#### What is expected:
The answer should be a single number: how many lines in the material contain "Right".
━━━━━ Given records
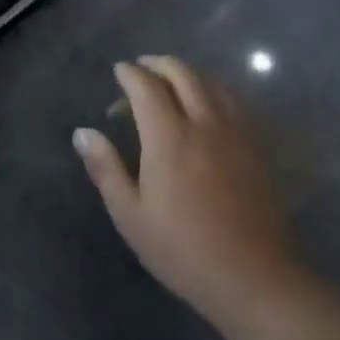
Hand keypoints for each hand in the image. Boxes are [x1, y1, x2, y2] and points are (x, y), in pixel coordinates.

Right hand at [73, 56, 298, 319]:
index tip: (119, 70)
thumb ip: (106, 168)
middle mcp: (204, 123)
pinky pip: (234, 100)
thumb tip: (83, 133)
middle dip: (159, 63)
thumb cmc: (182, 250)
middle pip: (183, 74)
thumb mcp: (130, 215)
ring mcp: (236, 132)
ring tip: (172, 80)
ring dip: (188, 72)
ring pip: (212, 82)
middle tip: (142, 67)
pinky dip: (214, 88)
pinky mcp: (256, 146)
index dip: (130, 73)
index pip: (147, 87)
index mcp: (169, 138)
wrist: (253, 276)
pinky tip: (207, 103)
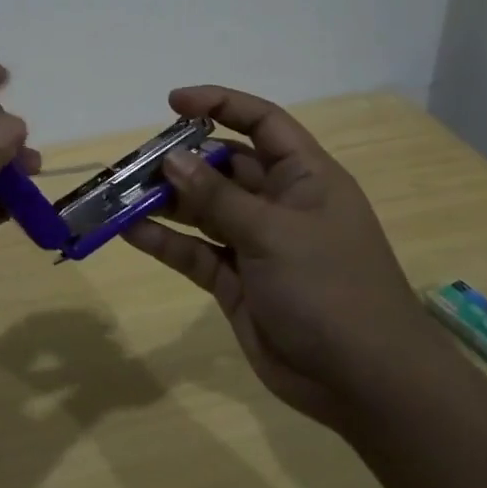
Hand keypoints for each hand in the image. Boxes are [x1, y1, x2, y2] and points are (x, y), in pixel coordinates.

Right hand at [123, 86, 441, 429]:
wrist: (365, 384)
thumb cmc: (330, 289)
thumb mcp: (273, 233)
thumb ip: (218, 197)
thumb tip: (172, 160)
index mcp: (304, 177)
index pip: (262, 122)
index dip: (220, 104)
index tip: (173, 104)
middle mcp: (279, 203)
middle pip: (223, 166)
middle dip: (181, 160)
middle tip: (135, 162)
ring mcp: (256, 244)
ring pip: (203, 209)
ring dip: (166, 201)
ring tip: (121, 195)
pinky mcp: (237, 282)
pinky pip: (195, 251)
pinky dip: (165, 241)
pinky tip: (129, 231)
━━━━━━━━━━
━━━━━ Given records
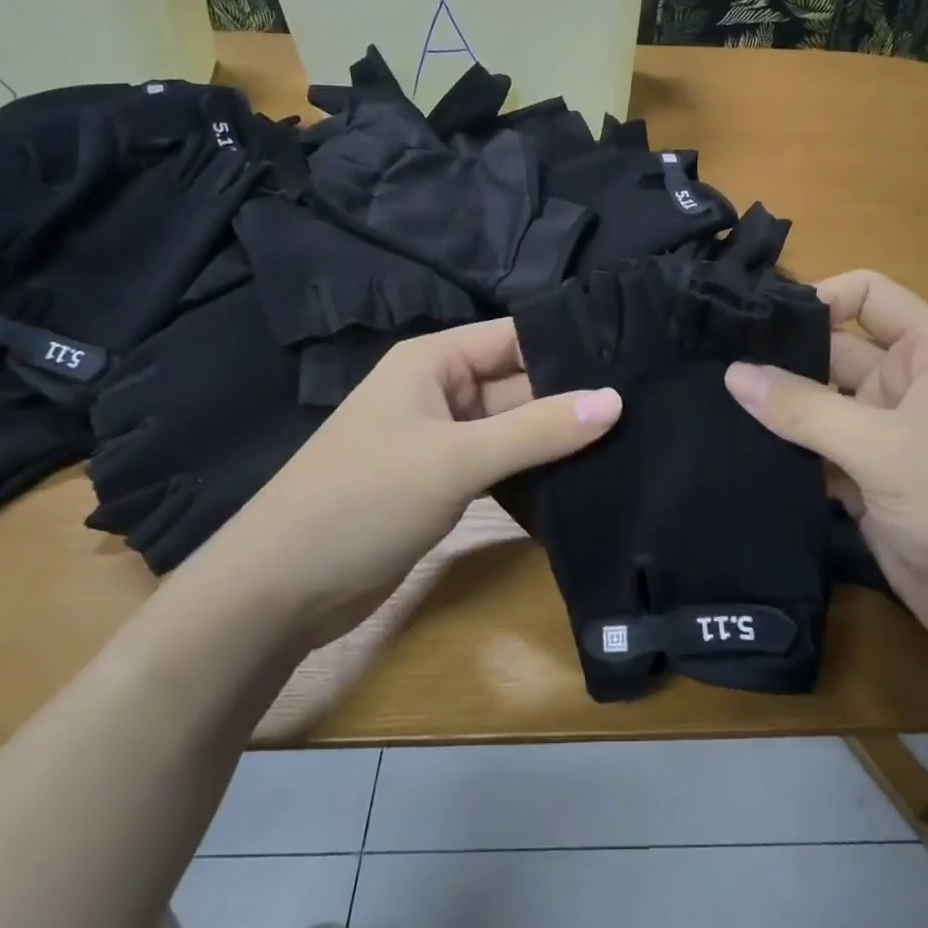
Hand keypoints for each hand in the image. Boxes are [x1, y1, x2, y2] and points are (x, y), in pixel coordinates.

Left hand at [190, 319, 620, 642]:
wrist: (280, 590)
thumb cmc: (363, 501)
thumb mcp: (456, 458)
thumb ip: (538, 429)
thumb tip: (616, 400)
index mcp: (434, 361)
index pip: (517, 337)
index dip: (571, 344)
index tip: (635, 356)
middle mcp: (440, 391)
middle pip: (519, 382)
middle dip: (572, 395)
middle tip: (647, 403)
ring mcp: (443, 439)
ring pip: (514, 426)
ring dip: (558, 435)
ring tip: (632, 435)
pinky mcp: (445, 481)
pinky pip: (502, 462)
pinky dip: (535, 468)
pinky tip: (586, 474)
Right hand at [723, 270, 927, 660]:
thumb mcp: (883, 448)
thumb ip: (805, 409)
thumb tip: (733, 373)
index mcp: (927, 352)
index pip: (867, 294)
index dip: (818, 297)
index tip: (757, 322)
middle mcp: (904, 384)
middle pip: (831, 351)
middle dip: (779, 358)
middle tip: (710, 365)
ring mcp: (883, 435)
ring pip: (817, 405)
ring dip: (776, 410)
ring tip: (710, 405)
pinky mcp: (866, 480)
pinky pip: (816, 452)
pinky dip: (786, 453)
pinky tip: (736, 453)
━━━━━━━━━━
━━━━━ Given records
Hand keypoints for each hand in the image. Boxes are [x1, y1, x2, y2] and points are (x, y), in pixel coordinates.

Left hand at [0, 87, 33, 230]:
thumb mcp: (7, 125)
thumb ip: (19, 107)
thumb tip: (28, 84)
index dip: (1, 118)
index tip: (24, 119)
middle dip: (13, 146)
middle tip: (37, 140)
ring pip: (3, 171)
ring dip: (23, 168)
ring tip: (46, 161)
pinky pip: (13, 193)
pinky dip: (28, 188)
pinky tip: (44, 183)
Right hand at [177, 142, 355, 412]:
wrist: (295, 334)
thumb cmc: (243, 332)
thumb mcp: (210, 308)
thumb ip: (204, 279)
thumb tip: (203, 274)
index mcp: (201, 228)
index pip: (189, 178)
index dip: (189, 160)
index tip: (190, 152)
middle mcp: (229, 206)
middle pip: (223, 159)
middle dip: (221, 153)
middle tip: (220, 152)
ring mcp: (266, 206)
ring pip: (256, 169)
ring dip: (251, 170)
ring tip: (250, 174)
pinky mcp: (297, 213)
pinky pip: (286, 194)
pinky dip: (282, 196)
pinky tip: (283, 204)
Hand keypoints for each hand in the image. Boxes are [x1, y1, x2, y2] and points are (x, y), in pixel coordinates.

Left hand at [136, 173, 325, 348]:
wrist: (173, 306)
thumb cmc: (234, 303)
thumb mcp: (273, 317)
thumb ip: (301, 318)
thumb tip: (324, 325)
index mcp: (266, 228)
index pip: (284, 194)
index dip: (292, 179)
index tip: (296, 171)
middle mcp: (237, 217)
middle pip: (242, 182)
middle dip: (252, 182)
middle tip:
━━━━━━━━━━
#### Your response:
4